**EXERCISE DIRECTIONS:** Search term "item": please show all lines in the listing that contain it.

**RECORDS SHOWN:**
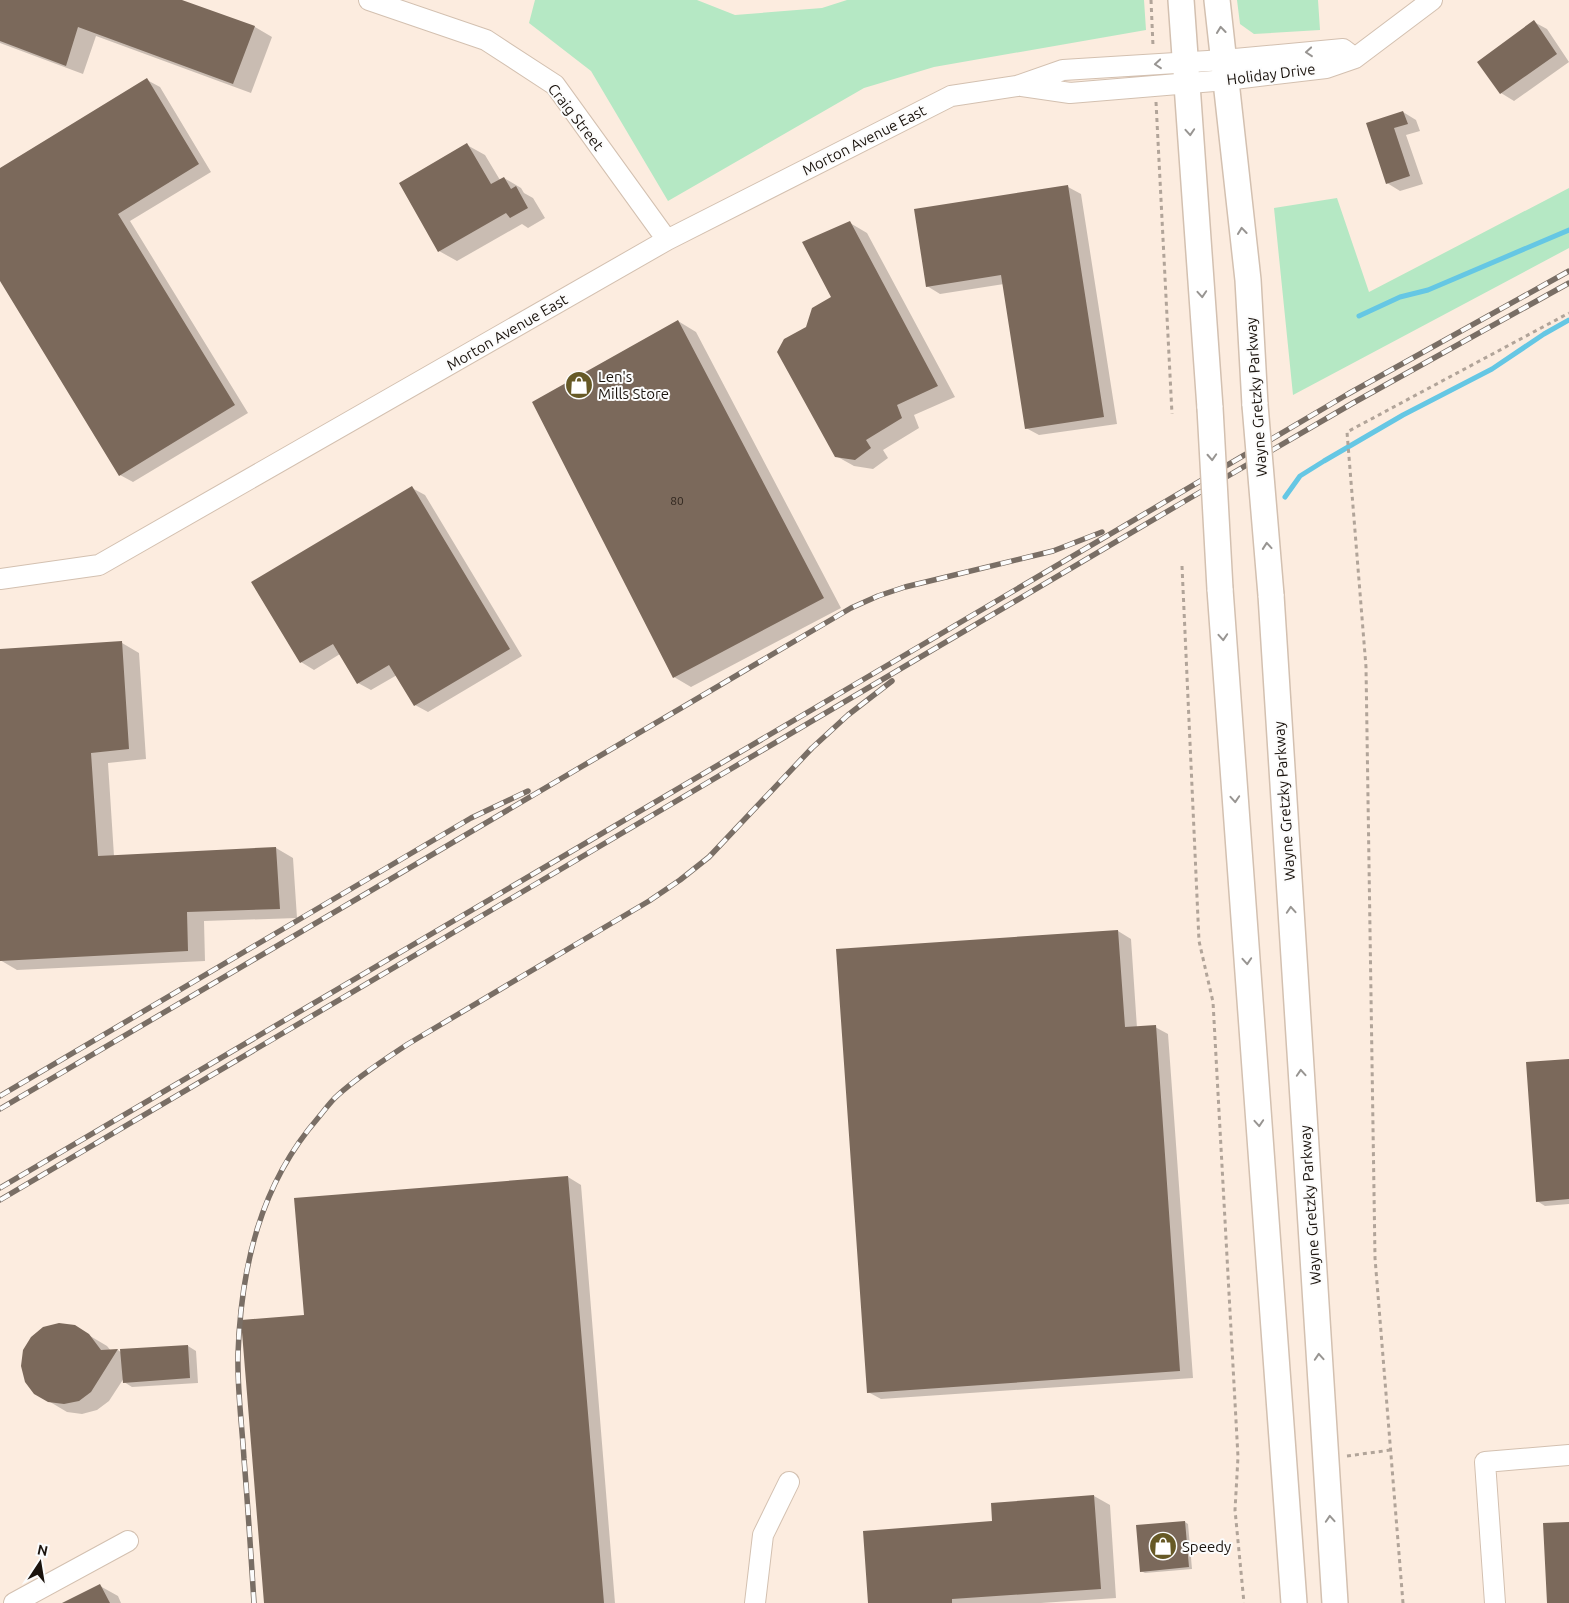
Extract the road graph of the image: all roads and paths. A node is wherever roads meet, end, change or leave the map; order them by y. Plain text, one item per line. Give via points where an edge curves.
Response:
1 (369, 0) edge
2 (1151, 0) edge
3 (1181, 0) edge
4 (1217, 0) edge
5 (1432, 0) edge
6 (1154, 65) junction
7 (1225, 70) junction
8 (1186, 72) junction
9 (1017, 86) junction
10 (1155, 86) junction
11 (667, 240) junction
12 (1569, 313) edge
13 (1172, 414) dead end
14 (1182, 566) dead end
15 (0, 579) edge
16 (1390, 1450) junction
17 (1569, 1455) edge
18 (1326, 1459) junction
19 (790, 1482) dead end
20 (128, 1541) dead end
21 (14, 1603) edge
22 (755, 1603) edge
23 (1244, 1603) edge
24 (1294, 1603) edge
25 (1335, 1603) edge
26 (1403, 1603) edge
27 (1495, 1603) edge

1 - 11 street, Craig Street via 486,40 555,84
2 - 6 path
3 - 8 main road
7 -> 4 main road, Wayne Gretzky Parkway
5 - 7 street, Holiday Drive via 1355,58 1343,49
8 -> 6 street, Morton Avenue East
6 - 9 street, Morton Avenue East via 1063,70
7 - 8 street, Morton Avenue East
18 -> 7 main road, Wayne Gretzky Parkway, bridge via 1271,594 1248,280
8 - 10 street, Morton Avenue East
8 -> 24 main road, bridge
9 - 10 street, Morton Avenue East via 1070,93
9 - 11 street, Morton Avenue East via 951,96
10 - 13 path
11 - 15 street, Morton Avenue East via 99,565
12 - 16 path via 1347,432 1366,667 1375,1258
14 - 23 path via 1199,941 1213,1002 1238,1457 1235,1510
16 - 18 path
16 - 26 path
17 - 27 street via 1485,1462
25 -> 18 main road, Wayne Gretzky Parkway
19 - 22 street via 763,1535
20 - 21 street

--

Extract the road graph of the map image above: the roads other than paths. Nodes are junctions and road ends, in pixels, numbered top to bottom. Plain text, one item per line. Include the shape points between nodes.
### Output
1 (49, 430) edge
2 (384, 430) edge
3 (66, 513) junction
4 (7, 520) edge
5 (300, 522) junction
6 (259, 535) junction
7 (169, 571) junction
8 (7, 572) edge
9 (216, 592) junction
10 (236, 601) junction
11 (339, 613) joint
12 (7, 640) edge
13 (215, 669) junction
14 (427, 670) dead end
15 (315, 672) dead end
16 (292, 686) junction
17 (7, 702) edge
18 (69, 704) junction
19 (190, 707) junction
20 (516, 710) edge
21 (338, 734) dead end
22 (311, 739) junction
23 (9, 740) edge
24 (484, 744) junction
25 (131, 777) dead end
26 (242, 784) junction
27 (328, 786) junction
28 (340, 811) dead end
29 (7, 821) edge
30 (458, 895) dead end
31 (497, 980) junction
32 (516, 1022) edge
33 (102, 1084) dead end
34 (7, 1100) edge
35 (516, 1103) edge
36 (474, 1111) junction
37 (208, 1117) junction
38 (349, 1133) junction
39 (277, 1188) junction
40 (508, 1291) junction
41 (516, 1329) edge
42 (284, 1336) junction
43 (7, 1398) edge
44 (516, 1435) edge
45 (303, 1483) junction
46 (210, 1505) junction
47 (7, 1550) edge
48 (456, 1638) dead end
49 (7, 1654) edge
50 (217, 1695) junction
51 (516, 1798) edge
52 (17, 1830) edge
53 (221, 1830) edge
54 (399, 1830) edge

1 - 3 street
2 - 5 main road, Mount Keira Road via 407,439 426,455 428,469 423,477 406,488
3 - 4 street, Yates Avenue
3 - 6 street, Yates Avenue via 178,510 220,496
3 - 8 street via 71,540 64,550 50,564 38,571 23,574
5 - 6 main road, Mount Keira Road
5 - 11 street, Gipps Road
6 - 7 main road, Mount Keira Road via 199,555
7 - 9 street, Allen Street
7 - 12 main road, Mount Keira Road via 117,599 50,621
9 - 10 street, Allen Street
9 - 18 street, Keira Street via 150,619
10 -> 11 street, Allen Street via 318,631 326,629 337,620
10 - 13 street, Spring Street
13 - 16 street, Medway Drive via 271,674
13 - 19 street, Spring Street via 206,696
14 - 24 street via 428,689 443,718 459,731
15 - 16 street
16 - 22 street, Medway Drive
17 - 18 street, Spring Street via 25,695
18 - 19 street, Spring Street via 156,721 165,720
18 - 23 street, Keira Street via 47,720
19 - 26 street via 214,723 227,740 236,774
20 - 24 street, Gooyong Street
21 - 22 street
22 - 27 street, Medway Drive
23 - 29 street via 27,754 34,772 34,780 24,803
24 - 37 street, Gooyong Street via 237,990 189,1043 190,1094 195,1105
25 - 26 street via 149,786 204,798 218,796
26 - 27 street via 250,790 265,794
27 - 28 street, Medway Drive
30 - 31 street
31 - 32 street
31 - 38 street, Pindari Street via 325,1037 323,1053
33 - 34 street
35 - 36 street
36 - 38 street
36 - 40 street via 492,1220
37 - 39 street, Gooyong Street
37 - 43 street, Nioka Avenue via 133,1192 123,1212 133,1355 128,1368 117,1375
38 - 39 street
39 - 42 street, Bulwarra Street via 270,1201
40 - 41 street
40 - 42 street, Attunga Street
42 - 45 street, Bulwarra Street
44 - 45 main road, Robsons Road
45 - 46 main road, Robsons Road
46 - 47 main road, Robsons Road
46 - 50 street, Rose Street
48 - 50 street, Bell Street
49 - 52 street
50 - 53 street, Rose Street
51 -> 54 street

**RESPONSE TO THIS EXERCISE:**
Extract the road graph of the image: all roads and paths. A node is wherever roads meet, end, change or leave the map; order them by y. Plain text, one item per line. Give via points where an edge curves.
Extract the road graph of the map image above: the roads other than paths. Nodes are junctions and road ends, in pixels, numbered top to bottom. Plain text, one item per line. Include the shape points between nodes.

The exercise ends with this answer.